The Cubs, flush from their 5-3 win March 29, 2000 in the first MLB game ever played outside North America, were the host team for the second game of the series against the Mets at the Tokyo Dome 20 years ago today, March 30, 2000.
Here’s how I experienced that afternoon and evening.
First was buying various souvenirs, though I couldn’t find an official game cap (with the sewn-on logo that was on the Cub and Met player caps), even though I noticed a Japanese man wearing one, and he walked through the entire concourse with me trying to find one. I eventually did locate one of these caps — three years later at a Cubs Convention!
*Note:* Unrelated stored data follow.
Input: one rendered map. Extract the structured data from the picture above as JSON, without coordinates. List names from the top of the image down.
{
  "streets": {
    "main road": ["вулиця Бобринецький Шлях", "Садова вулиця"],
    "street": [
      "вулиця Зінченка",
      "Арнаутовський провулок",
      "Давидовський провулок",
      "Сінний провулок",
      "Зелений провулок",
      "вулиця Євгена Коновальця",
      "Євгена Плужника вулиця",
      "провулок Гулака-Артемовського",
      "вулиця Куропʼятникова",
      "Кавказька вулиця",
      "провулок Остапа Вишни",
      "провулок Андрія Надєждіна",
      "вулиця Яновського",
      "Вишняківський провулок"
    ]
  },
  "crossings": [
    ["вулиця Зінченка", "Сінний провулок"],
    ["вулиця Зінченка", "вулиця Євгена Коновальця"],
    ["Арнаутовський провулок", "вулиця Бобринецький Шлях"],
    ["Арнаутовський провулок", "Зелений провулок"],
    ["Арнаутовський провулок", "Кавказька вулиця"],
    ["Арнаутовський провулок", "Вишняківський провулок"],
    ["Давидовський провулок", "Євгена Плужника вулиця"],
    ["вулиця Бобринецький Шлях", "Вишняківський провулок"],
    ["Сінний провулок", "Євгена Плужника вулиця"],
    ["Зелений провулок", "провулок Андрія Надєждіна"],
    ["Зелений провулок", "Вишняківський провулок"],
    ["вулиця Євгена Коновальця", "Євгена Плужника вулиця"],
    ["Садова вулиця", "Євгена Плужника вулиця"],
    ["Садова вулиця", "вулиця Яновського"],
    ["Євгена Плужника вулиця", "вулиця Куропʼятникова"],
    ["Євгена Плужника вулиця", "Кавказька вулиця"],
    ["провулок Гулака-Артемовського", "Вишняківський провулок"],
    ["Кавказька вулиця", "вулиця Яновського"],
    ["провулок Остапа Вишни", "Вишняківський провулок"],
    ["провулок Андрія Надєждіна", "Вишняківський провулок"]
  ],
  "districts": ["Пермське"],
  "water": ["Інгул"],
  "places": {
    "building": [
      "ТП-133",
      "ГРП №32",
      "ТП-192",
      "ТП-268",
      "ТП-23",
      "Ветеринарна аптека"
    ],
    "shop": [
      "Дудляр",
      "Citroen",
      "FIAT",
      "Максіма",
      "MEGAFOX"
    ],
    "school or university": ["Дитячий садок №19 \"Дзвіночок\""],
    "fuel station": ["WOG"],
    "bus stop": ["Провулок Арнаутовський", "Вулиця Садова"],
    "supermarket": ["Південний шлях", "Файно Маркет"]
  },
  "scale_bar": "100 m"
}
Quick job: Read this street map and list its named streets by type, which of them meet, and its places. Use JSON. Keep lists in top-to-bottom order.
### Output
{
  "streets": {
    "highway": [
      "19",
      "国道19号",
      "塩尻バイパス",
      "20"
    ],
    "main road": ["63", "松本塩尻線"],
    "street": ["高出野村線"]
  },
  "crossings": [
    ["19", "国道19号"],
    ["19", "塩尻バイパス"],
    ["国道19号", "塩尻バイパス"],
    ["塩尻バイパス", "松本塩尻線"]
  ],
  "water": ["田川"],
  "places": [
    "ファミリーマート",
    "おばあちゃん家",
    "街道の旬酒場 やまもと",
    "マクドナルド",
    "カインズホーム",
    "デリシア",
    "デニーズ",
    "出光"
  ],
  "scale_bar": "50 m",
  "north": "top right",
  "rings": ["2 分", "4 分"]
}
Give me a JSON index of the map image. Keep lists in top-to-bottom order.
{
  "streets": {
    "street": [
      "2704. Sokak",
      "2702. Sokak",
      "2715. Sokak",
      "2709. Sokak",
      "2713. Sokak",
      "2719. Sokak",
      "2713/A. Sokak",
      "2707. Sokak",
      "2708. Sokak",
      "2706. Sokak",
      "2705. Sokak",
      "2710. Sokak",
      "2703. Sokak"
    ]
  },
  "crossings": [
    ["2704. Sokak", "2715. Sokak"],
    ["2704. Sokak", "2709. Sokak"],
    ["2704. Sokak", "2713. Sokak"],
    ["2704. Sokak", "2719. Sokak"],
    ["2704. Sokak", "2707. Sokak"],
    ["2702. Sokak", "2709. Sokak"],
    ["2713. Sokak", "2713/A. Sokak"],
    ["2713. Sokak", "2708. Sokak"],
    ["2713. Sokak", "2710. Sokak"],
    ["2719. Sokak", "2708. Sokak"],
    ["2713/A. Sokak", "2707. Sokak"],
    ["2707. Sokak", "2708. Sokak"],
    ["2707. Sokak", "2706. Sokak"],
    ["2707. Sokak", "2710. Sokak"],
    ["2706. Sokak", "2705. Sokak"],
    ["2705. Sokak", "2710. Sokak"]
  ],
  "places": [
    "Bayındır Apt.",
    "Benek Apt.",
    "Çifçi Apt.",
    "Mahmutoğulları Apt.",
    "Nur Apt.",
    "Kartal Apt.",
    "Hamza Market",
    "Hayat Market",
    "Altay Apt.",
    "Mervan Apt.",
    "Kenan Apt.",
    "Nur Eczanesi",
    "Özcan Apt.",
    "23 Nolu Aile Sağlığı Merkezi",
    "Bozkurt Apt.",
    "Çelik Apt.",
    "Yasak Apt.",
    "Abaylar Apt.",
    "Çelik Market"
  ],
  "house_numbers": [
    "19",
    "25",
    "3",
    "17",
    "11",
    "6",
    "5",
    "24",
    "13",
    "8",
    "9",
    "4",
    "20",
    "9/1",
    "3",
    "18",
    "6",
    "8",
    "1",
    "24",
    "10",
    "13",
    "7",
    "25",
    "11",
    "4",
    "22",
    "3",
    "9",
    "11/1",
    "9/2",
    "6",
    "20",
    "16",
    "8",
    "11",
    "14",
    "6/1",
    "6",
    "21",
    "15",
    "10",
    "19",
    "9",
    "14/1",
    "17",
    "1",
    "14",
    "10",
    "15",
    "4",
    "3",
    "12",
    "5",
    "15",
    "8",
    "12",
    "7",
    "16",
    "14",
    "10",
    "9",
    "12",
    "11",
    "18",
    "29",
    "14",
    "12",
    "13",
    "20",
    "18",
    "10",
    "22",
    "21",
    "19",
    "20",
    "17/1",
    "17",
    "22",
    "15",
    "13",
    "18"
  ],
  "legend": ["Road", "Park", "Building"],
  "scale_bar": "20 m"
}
I gave away a couple of Cubs caps and pins to some Japanese kids. It was like this the whole trip — meeting friendly people, both Americans and Japanese. One Japanese man insisted on taking my photo, and I gave him my address to send me a copy (back in the days before digital cameras, smartphones, emailed photos and social media were common). He wound up sending me some Japanese baseball stuff, and I learned the polite thing to do was acknowledge these small gifts with small gifts of my own; this wound up going on back and forth for nearly a year, mostly an exchange of baseball cards, though I also sent some Cubs programs and other Wrigley memorabilia. I still have those Japanese baseball cards.
I ate some sort of noodle dish for dinner at the Dome. When a vendor came around offering sake I decided to have some, as this is obviously not a thing you’d find at MLB ballparks. The cost was the equivalent of around $5. Unfortunately, I’d run down most of my cash and all I had left was a ¥10,000 note (roughly the equivalent of a US $100 bill).
The female vendor (below) didn’t have enough change for that note. She actually left her ID badge with me while she went to get change. Imagine a MLB ballpark vendor doing that.
If this game — which ran three hours and 55 minutes — had gone much longer than that, I’d have had an expensive taxi ride back to my hotel, because the Tokyo subways stop running at 11:30 p.m.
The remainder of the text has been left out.